The poet, Rilke, knew that the secret to keeping the flame of desire burning for each other was differentiation. He yearned to see his partner “whole against the sky”. Can you think of times when you experienced this, when you were caught off guard by the sexy babe walking into the room, and then suddenly realized “Holy shit, that’s my wife!”? For a brief moment, you saw her, not as an extension of yourself, but in her wholeness, in the fullness of her primal nature—and that, believe me, you have not actually domesticated. She doesn’t actually belong to you, or you to her. You are free, as is she. Free to either choose into the relationship, day by day, or not.
The exiting starts emotionally and psychologically—representing an unconsciousness need for differentiation, (but which is typically treated by marriage therapists as a failure of communion). It takes years before this internal exiting manifests as a physical withdrawal. The fantasy of absolute security smothers the fire, and it is, in any case, an illusion. Feel that? Bit scary, huh? We need to deal with our own fear in order to liberate the untamed beauty of our partner.

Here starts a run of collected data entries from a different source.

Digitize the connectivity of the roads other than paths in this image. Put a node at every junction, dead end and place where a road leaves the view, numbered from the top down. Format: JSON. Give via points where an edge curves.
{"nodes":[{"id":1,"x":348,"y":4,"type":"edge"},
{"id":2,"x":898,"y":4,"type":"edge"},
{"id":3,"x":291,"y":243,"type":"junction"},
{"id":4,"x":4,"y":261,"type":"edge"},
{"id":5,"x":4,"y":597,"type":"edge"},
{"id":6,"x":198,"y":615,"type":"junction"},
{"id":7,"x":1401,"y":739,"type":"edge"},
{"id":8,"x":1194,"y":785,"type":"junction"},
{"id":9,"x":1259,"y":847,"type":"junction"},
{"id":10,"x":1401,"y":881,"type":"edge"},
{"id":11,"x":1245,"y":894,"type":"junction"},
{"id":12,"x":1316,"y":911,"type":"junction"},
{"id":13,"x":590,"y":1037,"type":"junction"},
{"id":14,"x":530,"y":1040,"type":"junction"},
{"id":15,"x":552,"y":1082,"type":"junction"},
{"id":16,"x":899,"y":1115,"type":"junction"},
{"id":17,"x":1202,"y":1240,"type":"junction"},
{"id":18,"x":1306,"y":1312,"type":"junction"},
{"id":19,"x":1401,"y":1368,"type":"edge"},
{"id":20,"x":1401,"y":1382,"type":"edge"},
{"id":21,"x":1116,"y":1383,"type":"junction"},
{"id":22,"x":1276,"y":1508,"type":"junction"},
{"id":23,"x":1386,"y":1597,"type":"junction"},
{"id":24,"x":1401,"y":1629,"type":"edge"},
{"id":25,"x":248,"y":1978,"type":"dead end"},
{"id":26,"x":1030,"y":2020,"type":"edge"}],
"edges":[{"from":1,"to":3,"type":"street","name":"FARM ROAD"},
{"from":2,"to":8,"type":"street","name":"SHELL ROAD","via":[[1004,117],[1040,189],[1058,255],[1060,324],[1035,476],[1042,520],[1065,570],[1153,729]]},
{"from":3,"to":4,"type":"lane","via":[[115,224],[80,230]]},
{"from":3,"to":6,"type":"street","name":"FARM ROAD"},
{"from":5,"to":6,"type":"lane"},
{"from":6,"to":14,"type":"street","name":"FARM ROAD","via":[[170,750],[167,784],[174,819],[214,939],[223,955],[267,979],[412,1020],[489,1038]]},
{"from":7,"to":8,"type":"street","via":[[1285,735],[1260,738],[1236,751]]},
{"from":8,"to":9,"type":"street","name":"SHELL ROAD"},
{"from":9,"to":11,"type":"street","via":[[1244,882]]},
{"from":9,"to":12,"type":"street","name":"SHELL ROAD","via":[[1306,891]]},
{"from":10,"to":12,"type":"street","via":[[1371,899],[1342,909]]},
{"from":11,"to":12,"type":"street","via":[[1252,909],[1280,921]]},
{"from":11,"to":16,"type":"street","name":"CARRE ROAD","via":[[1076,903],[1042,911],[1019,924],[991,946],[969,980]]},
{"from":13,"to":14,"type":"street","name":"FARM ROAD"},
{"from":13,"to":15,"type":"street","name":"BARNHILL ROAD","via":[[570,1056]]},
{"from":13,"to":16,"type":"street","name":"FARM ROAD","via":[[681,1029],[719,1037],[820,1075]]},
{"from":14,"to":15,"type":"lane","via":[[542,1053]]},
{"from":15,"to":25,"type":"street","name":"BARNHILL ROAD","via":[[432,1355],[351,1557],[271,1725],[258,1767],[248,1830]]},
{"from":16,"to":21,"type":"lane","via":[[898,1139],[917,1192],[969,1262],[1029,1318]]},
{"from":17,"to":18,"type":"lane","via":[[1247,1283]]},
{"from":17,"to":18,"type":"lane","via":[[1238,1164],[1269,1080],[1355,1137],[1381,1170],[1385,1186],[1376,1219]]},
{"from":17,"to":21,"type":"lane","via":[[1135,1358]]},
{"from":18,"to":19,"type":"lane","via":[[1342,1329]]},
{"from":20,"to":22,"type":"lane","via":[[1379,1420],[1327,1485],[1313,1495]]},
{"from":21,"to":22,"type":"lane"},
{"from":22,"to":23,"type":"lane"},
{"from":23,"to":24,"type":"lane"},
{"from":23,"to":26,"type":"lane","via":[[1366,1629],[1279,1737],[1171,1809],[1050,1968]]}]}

Incidentally, this suppression of differentiation occurs in the life of communities as well. I’ve seen many of my clergy colleagues relinquish their distinctive, unique self, while serving congregations. The congregation exerts subtle and not so subtle pressure to make-us-feel-safe by adhering to our preferred image of a holy man or woman. The minister starts to lead a double-life, never showing up in his profane, quirky, and erotic radiance in the pulpit, but reserving that for non-church gatherings. It all gets quite boring, naturally, and exit fantasies flourish.
I watched a film a couple weeks back, Rust and Bones. The protagonists are a nomadic boxer and a woman who had her legs chewed off by an orca whale. Trust the French to be able to bring off such a tasteful treatment of some pretty explicit, hot sex between this unlikely couple. I found his character compelling, possibly because he lived so close to his wildness. He fights in an illegal circuit, for example, mostly because he enjoys fighting. He fucks with a willing partner when he feels like it, with or without legs. But he’s also capable of surprising tenderness and compassion, in bed, as well as in his life. There’s a vulnerability about him that comes to full flower by the end of the film. Interestingly, he ends up transmuting the energy of his street fighter by training with a national boxing team—still wild, but within chosen, disciplined boundaries. Perhaps this suggests a template for successful couplehood.
“Reconciling the domestic and the erotic is a delicate balancing act. It requires knowing your partner while recognizing his persistent mystery; creating security while remaining open to the unknown; cultivating intimacy that respects privacy. Desire resists confinement, and commitment mustn’t swallow freedom whole.”